--- START ---

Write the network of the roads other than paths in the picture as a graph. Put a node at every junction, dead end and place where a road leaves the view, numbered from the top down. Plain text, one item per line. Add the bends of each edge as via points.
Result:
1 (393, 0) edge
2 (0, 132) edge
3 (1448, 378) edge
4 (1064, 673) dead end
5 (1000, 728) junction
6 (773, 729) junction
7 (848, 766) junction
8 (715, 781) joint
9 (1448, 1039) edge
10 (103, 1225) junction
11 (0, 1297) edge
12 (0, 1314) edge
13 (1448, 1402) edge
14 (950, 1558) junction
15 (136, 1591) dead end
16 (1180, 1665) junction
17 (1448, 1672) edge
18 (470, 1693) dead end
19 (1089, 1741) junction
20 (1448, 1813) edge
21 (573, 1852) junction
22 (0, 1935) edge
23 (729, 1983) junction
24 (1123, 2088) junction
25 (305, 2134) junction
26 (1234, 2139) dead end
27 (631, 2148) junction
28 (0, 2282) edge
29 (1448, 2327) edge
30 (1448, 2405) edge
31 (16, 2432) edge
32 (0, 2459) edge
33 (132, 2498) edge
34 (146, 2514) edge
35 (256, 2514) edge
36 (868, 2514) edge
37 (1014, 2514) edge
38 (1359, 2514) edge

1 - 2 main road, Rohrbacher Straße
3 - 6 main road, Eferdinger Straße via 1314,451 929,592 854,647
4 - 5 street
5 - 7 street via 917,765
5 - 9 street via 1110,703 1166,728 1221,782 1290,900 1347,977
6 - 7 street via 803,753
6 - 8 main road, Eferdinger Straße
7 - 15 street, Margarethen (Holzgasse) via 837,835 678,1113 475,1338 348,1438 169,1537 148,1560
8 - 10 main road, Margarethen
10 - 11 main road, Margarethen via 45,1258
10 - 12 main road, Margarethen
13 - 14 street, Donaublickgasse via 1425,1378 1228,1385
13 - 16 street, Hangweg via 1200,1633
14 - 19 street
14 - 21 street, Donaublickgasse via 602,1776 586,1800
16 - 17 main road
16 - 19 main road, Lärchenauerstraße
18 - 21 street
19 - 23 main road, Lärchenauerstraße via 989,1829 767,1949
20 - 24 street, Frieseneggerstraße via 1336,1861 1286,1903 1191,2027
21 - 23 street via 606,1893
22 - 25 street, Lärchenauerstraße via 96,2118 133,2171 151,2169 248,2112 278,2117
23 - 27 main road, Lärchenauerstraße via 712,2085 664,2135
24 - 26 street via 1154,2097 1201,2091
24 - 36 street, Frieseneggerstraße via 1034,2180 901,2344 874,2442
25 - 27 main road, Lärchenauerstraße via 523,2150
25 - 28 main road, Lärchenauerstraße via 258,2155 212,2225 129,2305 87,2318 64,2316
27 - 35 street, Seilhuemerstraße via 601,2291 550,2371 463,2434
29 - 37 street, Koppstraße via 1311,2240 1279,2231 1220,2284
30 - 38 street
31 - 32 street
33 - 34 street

--- END ---

• _What is needed_: Extract each line from the listing that holds the word "Donaublickgasse".

• _Exercise result_:
13 - 14 street, Donaublickgasse via 1425,1378 1228,1385
14 - 21 street, Donaublickgasse via 602,1776 586,1800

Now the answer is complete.